Makhluk buas memiliki karakteristik, bisa berupa angin, petir, hujan, air, dan sebagainya. Ada yang hanya satu, ada yang banyak, tidak ada yang lebih tinggi atau rendah, hanya saja beberapa karakteristik memang langka.
Hongyun, sebagai makhluk kabut, secara alami memiliki tiga karakteristik: angin, air, dan petir. Sementara Gunung Naga dan Harimau tersohor dengan ilmu petirnya, mewarisi dua keajaiban: memanggil angin dan hujan serta menguasai Lima Petir. Warisan yang didapat Zhang Chunyi memang tak utuh, tapi untuk sementara cukup bagi Hongyun.
“Hongyun baru saja lahir, meningkatkan energi iblis adalah hal terpenting; kekuatan iblis adalah dasar, tanpa kekuatan yang cukup, meski menguasai ilmu langit pun takkan mampu menggunakannya.”
Berpikir demikian, sebuah teknik muncul dalam benaknya, bernama Menelan Angin dan Meminum Embun.
Makhluk buas liar yang menyerap energi langit dan bumi umumnya mengandalkan naluri, kecepatan penyerapan sangat bergantung pada akar dan tulangnya, sehingga butuh waktu sangat lama untuk berkembang. Sementara umur para pertapa terbatas, mereka tentu tak mau menerima itu. Maka, berbagai metode bantuan pun muncul: makhluk spiritual, pil, formasi, dan yang terpenting adalah metode pernapasan.
Karena menyerap energi secara alami terlalu lambat, maka diciptakanlah metode yang lebih efisien—itulah metode pernapasan. Namun, metode pernapasan pertama kali bukan diciptakan para pertapa, melainkan berasal dari darah makhluk buas itu sendiri.
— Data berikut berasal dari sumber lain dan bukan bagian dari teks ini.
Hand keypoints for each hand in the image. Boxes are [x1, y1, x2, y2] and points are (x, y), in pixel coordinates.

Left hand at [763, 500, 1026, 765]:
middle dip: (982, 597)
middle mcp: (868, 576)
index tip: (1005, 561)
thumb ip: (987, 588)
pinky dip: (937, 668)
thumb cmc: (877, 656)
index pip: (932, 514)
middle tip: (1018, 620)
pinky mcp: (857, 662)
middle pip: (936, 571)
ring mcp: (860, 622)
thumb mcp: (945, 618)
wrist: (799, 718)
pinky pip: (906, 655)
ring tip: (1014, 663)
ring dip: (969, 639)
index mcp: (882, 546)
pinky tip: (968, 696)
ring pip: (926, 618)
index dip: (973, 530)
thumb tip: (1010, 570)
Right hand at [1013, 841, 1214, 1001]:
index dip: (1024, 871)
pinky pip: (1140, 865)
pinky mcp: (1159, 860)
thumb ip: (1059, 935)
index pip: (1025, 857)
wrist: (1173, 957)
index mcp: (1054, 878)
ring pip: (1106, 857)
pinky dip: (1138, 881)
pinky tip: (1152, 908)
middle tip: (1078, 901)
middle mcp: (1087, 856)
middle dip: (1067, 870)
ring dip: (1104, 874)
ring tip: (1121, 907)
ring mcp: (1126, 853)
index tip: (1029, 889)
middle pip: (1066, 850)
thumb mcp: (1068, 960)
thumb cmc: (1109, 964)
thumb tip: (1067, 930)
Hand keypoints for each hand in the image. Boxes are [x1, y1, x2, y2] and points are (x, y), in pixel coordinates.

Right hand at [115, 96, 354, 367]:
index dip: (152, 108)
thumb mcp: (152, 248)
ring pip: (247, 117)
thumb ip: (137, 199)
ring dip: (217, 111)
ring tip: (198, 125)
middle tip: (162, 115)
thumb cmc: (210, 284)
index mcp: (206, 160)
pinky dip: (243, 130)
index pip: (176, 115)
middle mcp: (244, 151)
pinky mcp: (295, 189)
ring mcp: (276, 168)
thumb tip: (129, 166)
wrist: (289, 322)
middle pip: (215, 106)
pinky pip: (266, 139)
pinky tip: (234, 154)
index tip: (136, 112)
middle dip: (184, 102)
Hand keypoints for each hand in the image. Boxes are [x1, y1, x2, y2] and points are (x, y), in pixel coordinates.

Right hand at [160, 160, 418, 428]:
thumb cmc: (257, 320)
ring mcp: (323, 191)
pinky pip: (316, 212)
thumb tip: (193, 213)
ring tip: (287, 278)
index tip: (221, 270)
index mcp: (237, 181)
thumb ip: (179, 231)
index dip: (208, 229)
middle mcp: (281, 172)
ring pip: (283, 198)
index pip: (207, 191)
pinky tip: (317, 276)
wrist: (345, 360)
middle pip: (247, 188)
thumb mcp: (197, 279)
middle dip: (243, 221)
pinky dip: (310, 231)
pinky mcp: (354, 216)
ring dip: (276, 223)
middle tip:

Beberapa makhluk buas kuat memang sudah membawa warisan dalam darah mereka, satu tarikan napas sudah merupakan seni tersendiri, selaras dengan hukum alam. Meniru makhluk buas, dengan mempelajari mereka secara rinci, para pertapa pun menciptakan berbagai metode pernapasan untuk membantu makhluk buas berlatih.
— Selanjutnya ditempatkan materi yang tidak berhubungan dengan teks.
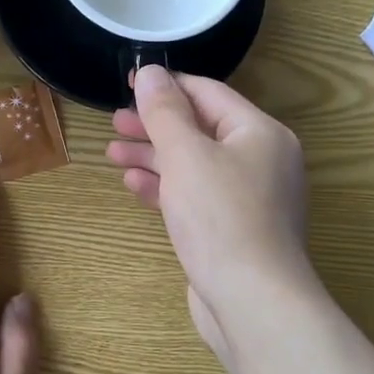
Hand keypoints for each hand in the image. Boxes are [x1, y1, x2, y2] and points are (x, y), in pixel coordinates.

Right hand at [105, 66, 314, 361]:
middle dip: (155, 125)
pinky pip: (196, 195)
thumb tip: (150, 72)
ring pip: (194, 163)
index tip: (127, 83)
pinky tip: (134, 184)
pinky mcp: (233, 228)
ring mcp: (248, 197)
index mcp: (260, 133)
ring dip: (154, 156)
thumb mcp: (186, 155)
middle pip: (200, 128)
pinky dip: (166, 186)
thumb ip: (165, 111)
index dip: (166, 86)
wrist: (252, 302)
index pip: (208, 93)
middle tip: (114, 122)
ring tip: (113, 152)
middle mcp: (260, 159)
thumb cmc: (221, 218)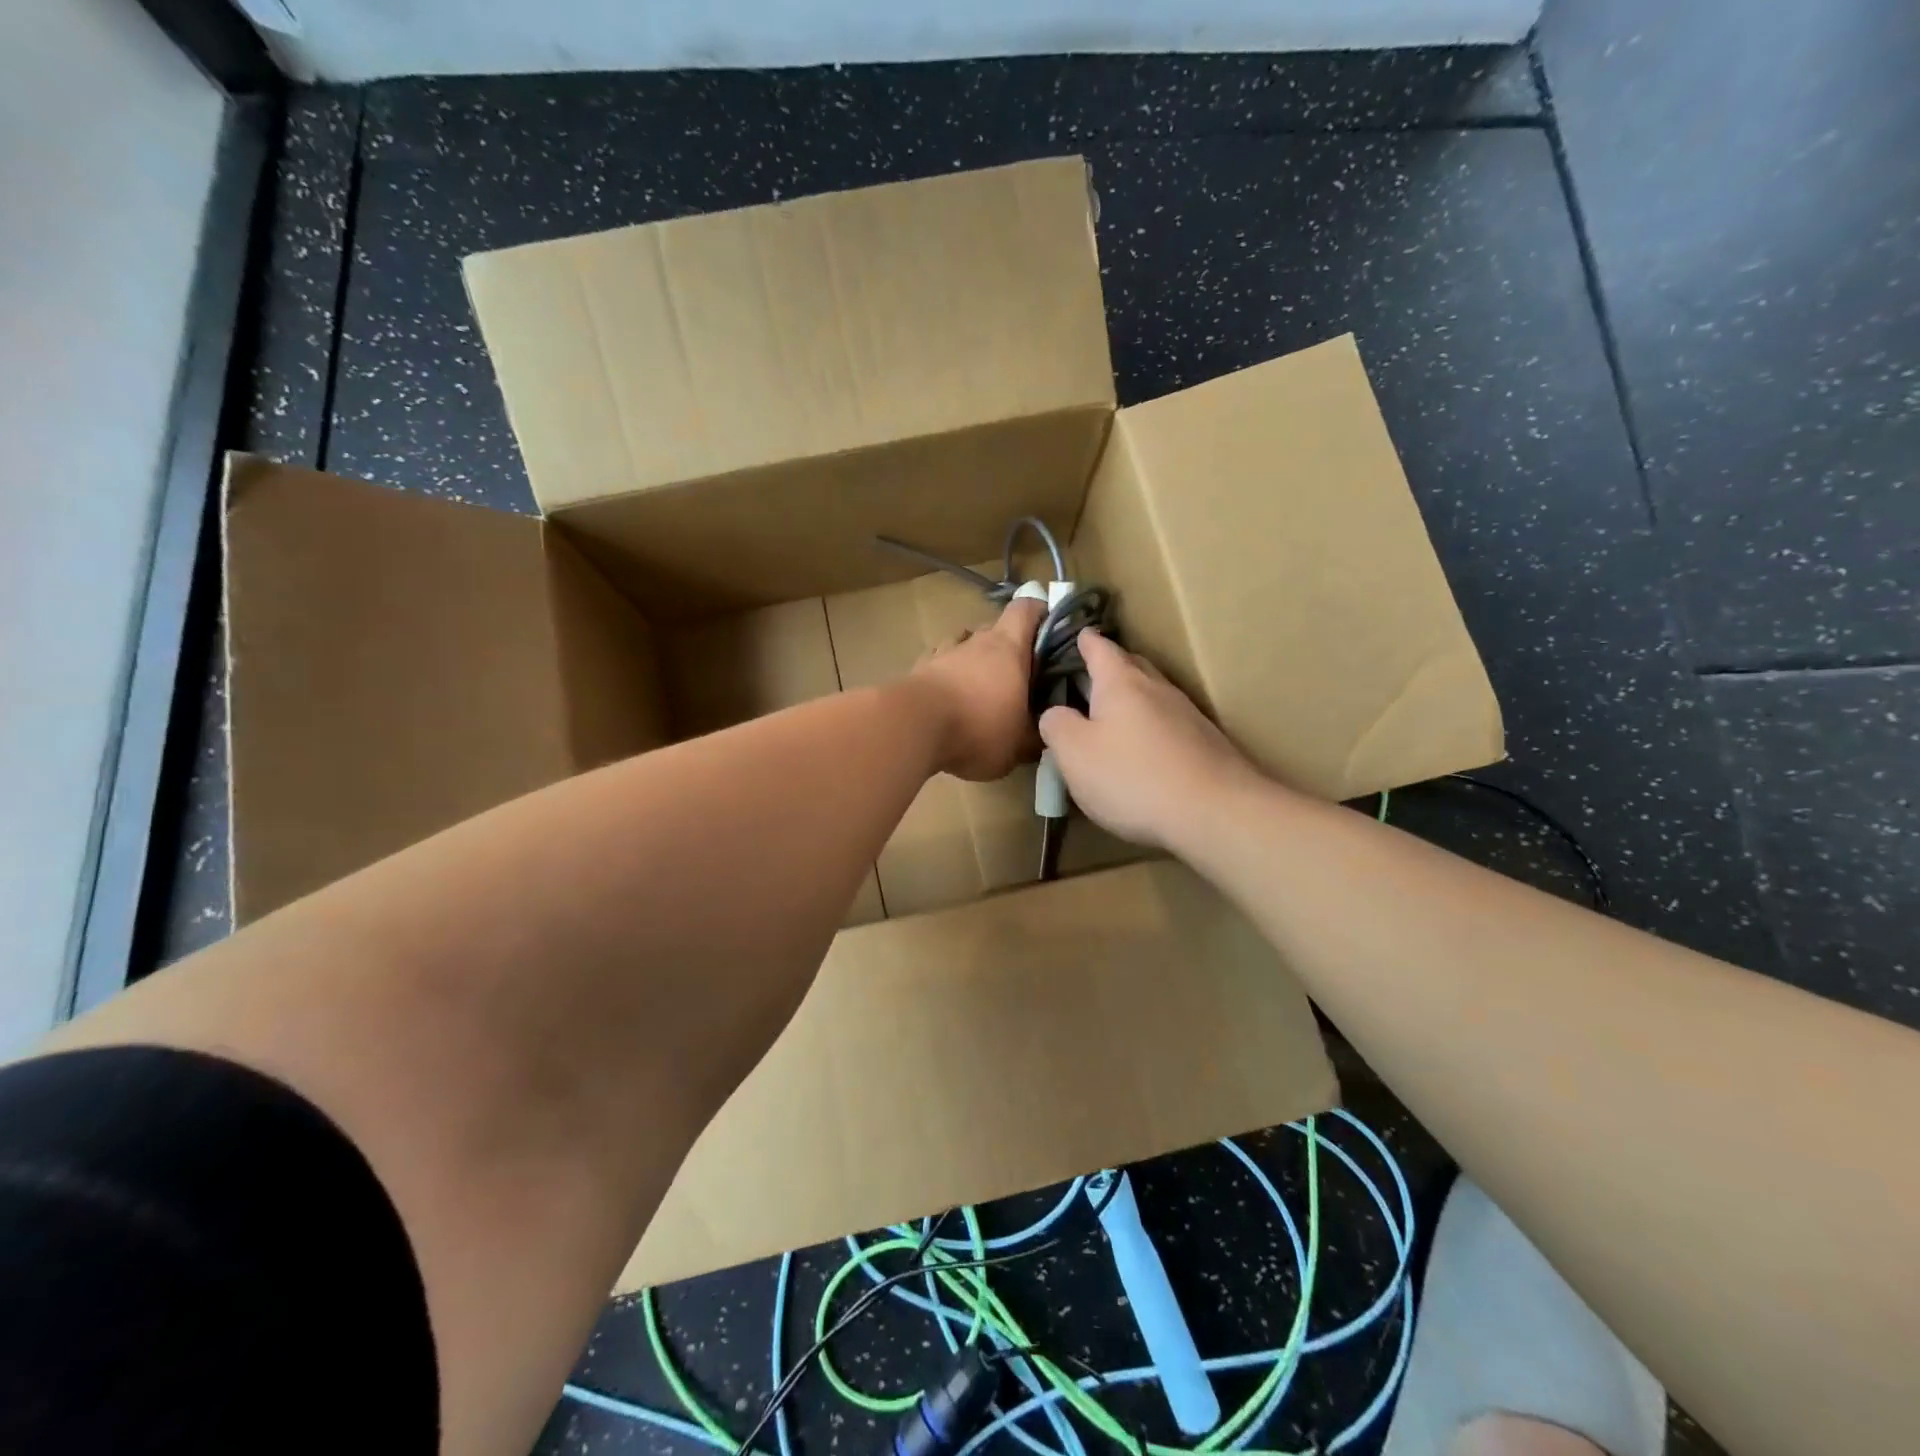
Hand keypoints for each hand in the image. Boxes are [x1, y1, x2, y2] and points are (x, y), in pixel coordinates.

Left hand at [908, 597, 1044, 780]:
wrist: (912, 727)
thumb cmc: (978, 728)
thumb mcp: (1018, 745)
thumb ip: (1034, 736)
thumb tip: (1044, 733)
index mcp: (1008, 648)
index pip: (1026, 609)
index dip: (1039, 613)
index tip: (1049, 630)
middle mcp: (976, 641)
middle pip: (995, 630)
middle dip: (1007, 649)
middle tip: (1016, 677)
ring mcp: (943, 653)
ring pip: (964, 645)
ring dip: (973, 661)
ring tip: (978, 690)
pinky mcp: (918, 670)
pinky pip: (938, 665)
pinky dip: (946, 677)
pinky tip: (947, 700)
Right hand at [1037, 629, 1260, 849]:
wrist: (1215, 812)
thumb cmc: (1132, 777)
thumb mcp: (1074, 753)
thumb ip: (1056, 725)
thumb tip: (1055, 712)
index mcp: (1121, 682)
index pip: (1100, 648)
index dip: (1085, 641)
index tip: (1077, 634)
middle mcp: (1157, 688)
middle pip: (1131, 666)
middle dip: (1110, 667)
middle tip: (1088, 677)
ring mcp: (1186, 715)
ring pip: (1152, 695)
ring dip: (1131, 700)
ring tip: (1110, 717)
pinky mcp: (1204, 744)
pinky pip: (1168, 724)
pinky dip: (1150, 728)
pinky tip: (1142, 752)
Menelan Angin dan Meminum Embun adalah salah satu teknik dasar warisan Gunung Naga dan Harimau, menelan angin dari segala penjuru, meminum embun langit. Meski bukan yang terbaik di antara teknik pernapasan atas, namun sangat serbaguna, cocok bagi sebagian besar makhluk buas, khususnya bagi mereka yang memiliki karakter angin dan air.
Tentu, sebagian besar metode pernapasan sebenarnya sangat terbatas, biasanya hanya cocok untuk satu jenis makhluk buas saja. Perbedaan antar makhluk buas sangat besar, itulah sebabnya Menelan Angin dan Meminum Embun dianggap sebagai teknik tingkat tinggi.
Sebagai contoh, teknik pernapasan Harimau Berbaring milik Keluarga Zhang di Pingyang hanya cocok untuk makhluk harimau, makhluk lain tak bisa menggunakannya, bahkan memaksakan diri hanya akan merusak pondasi mereka. Inilah juga bukti kedalaman sebuah warisan, sebab menciptakan teknik pernapasan yang cocok untuk satu jenis makhluk saja bukanlah perkara mudah.
Prinsip Menelan Angin dan Meminum Embun mengalir dalam benak Zhang Chunyi, ia merenungkannya dengan saksama. Di kehidupan sebelumnya, ia pernah mempelajari teknik ini, namun karena dunia waktu itu sudah kehilangan hukum langit, ia tak pernah punya kesempatan mencoba.
Jiwa makhluk buas memang keruh, berharap Hongyun belajar sendiri teknik Menelan Angin dan Meminum Embun jelas mustahil. Hanya dengan bimbingan perlahan Zhang Chunyi, mengajarinya mengolah energi, menyerap kekuatan, berulang-ulang sampai jadi naluri, barulah benar.
Dengan kata lain, dalam waktu yang cukup lama ke depan, latihan Menelan Angin dan Meminum Embun milik Hongyun harus berjalan bersama Zhang Chunyi.